A Fazenda Pública não pode executar extrajudicialmente tributos. Os tributos no Brasil são, sempre e repetidamente, passíveis de infindáveis ações anulatórias e questionamentos judiciais. A sentença penal condenatória vale muito pouco. Não produz efeitos, nem mesmo depois de confirmada pelo Tribunal. O juiz tem ampla liberdade para interferir na autonomia privada, nos atos administrativos e, em muitos casos, criar a lei do caso concreto mediante “interpretação” de princípios vazios de conteúdo.

A isso tudo se soma um regime de ampla gratuidade de justiça, seja mediante utilização dos juizados especiais ou de procedimentos como o mandado de segurança, que praticamente representam uma litigância com “risco zero”,  mediante a mera declaração de “miserabilidade”, que autoriza ao autor da ação impor à sociedade 100% dos custos de sua demanda privada. E mais: o Brasil ainda conta com um regime recursal praticamente ilimitado, toda causa é passível de reexame, representando mais demora e mais despesas para o cidadão no custeio da burocracia judicial.

Nos últimos tempos, pensou-se que a conciliação, a mediação e a arbitragem fossem remédios para esses problemas. Que bastaria educar e convencer corações e mentes arraigados pela “cultura do litígio’, para que pudéssemos baixar nossos estoques de causas. O resultado, até o momento, não é satisfatório. O brasileiro não litiga porque foi educado a litigar, litiga porque é barato, porque a incerteza permite que sonhe com resultado positivo e porque as portas estão escancaradas para quem quer usar o Judiciário. Enquanto não houver risco, limites, para o litígio, nosso estoque de processos continuará a crescer exponencialmente.

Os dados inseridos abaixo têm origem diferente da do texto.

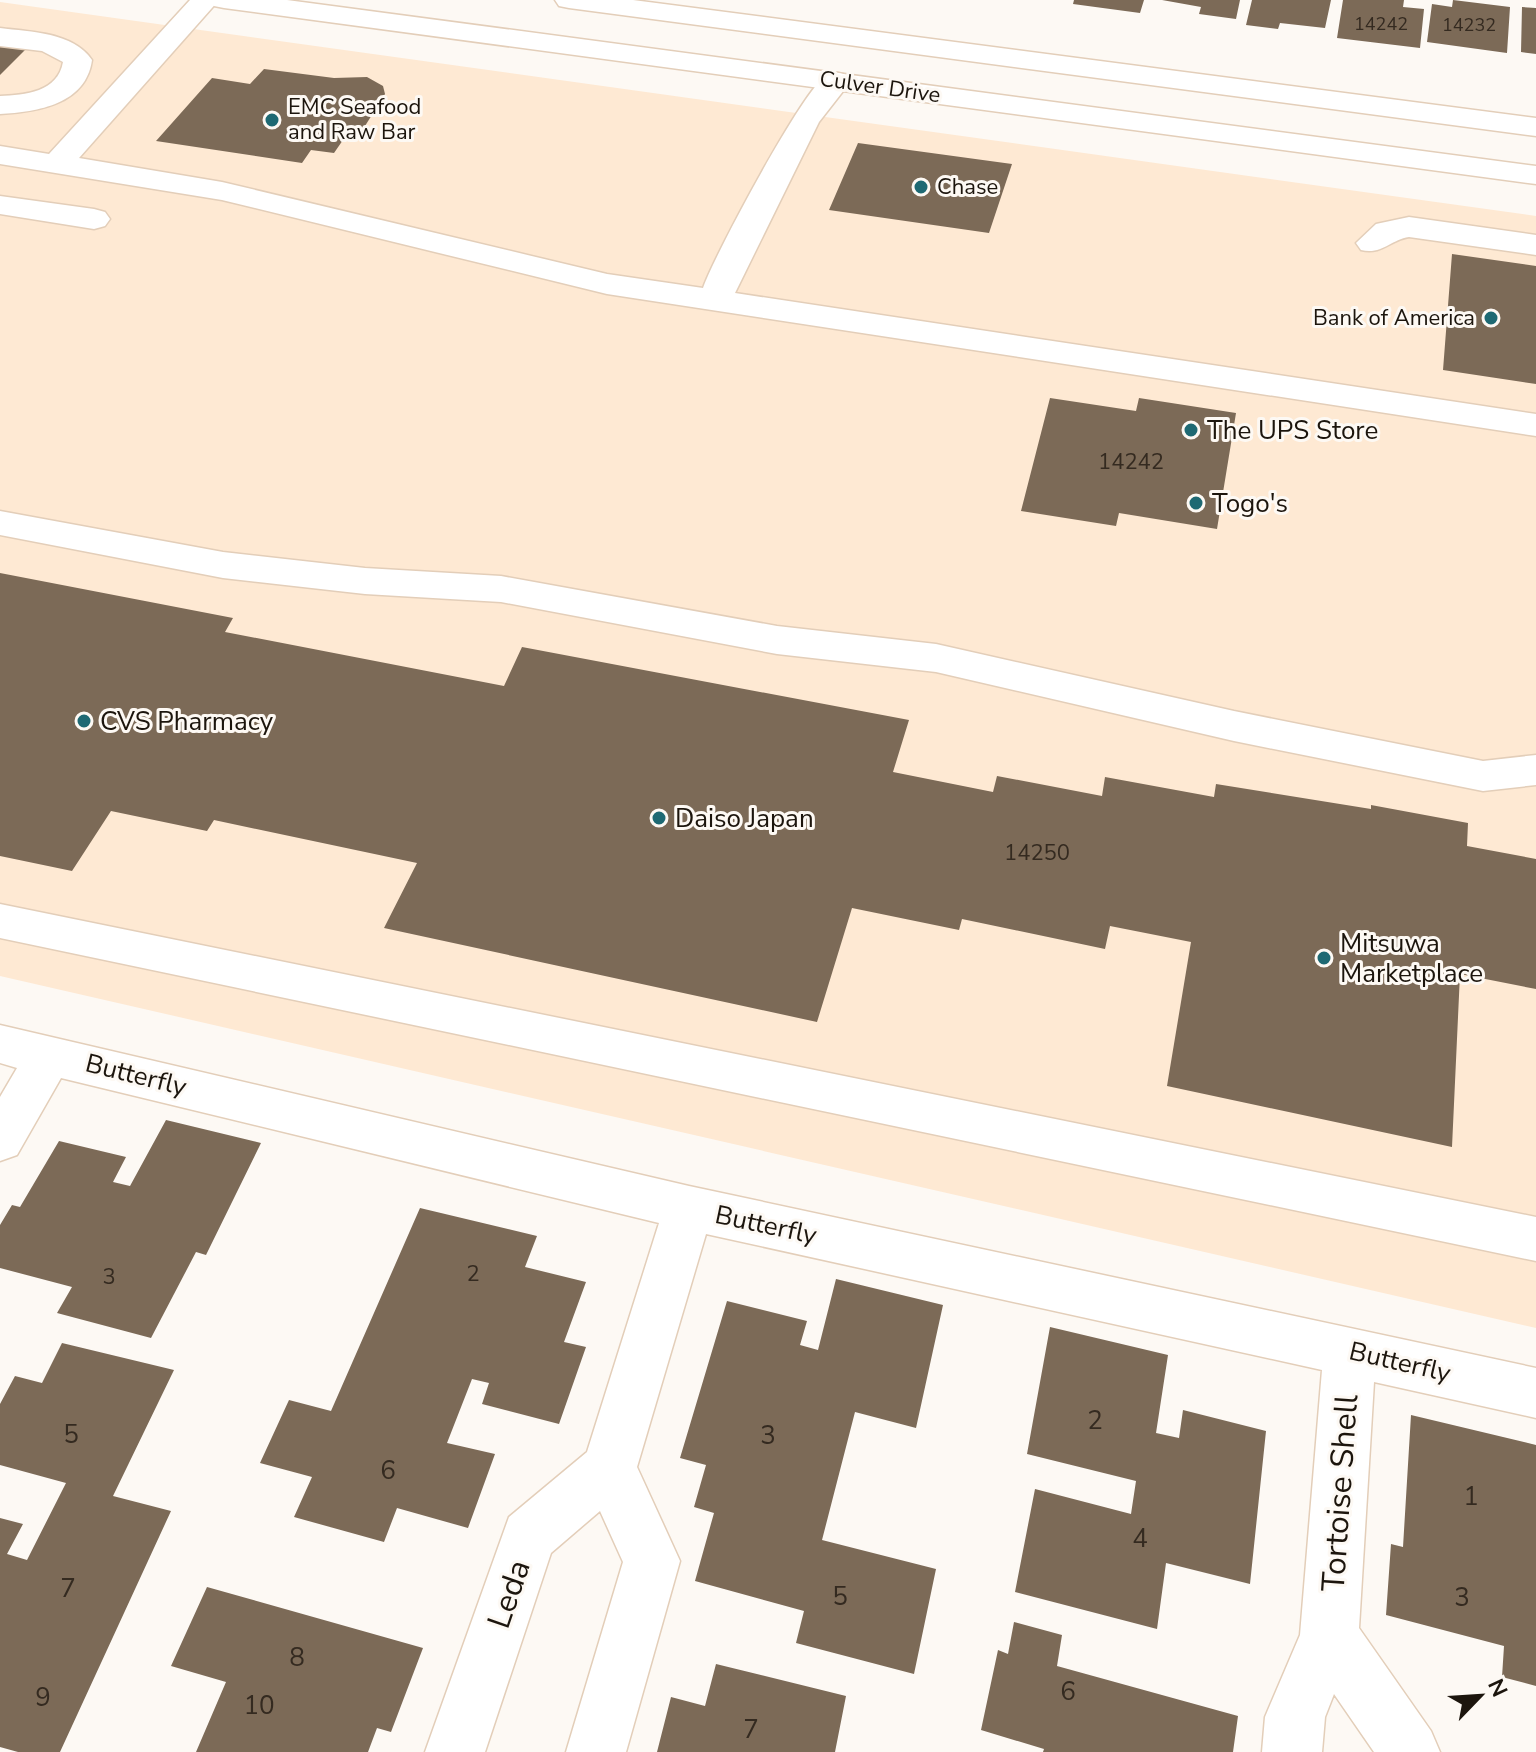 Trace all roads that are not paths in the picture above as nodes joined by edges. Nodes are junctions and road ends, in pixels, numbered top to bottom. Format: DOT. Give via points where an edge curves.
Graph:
graph roads {
  1 [pos="205,0"];
  2 [pos="224,0"];
  3 [pos="569,0"];
  4 [pos="0,37"];
  5 [pos="1110,71"];
  6 [pos="836,81"];
  7 [pos="0,105"];
  8 [pos="1536,127"];
  9 [pos="0,155"];
  10 [pos="57,164"];
  11 [pos="1536,175"];
  12 [pos="0,205"];
  13 [pos="94,219"];
  14 [pos="1372,243"];
  15 [pos="1536,245"];
  16 [pos="716,300"];
  17 [pos="1536,425"];
  18 [pos="0,523"];
  19 [pos="1536,770"];
  20 [pos="0,921"];
  21 [pos="0,1044"];
  22 [pos="50,1055"];
  23 [pos="0,1140"];
  24 [pos="689,1208"];
  25 [pos="1536,1239"];
  26 [pos="1350,1350"];
  27 [pos="1536,1393"];
  28 [pos="609,1468"];
  29 [pos="1329,1636"];
  30 [pos="455,1752"];
  31 [pos="596,1752"];
  32 [pos="1292,1752"];
  33 [pos="1410,1752"];
  1 -- 10 [label="main road"];
  2 -- 6 [label="main road, Culver Drive"];
  3 -- 5 [label="main road, Culver Drive"];
  4 -- 7 [label="main road" via="68,50 79,70 69,85 51,96"];
  5 -- 6 [label="main road" via="1057,77 886,60 857,65"];
  5 -- 8 [label="main road, Culver Drive"];
  6 -- 11 [label="main road, Culver Drive"];
  6 -- 16 [label="main road" via="805,120"];
  9 -- 10 [label="main road"];
  10 -- 16 [label="main road" via="222,191 607,284"];
  12 -- 13 [label="main road"];
  14 -- 15 [label="main road" via="1387,231 1409,227"];
  16 -- 17 [label="main road"];
  18 -- 19 [label="main road" via="223,565 501,589 777,640 936,658 1483,776"];
  20 -- 25 [label="main road"];
  21 -- 22 [label="main road, Butterfly"];
  22 -- 23 [label="main road"];
  22 -- 24 [label="main road, Butterfly"];
  24 -- 26 [label="main road, Butterfly"];
  24 -- 28 [label="main road"];
  26 -- 27 [label="main road, Butterfly"];
  26 -- 29 [label="main road, Tortoise Shell"];
  28 -- 30 [label="main road, Leda" via="529,1536"];
  28 -- 31 [label="main road" via="652,1561"];
  29 -- 32 [label="main road, Tortoise Shell" via="1295,1717"];
  29 -- 33 [label="main road"];
}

Não há outra solução, senão aquela seguida pelo resto do mundo. Limitar o acesso ao Judiciário, praticar a autocontenção dos juízes, restringir as gratuidades, estipular filtros para recursos, permitir a eficácia imediata das sentenças, permitir a execução extrajudicial de débitos civis e tributários, restringir as hipóteses em que o Judiciário pode revisar atos administrativos, e sancionar administrativamente as empresas que ofendem os direitos do consumidor, impor verdadeiro risco econômico a quem usa os juizados especiais ou outros procedimentos especiais. É um remédio amargo, sem sobre de dúvidas, mas não se conhece outro.

Não apenas porque os países desenvolvidos, durante o século XX, adotaram medidas desta natureza para evitar uma situação de absoluto caos, mas também, e fundamentalmente, porque já tivemos a oportunidade de observar o resultado prático de tais medidas, perante o nosso próprio sistema.

Ainda que a Justiça do Trabalho, até o momento, apresente grandes problemas em termos de litigiosidade e insegurança jurídica, não é possível negar que que a reforma de 2017 tenha produzido bons frutos. A solução foi singela. No âmbito extrajudicial, aumentou-se a confiabilidade dos acordos, diminuindo os poderes dos juízes de interferência na autonomia das partes. No âmbito processual, acabou-se com o “risco zero” de demandar, estabelecendo que, quem demandar o que não tem direito, deverá sim ser condenado ao pagamento de honorários advocatícios em favor do advogado da parte contrária.

O resultado é demonstrado pelos números. As partes foram economicamente desencorajadas a litigar. Desde o ano da reforma trabalhista (2017), a Justiça do Trabalho reduziu de 1.770 para 1.214 novos casos, para cada 100.000 habitantes, numa significativa redução de 42% na sua litigiosidade. Entre 2019 e 2020, as despesas com a Justiça do Trabalho reduziram em 8%. O dobro da redução verificada nas Justiças estaduais.

Não há solução fácil. O remédio é amargo e a reabilitação dolorosa. Para passarmos a ter um Judiciário que funcione, e que não sugue os escassos recursos de nosso povo, temos que nos livrar de nosso vício. Restringir ações e recursos, limitar as possibilidades de os juízes interferirem nos atos da administração e nos acordos das partes e, fundamentalmente, criar incentivos econômicos para que processos não surjam.

Este texto não traduz, necessariamente, a opinião de A Gazeta.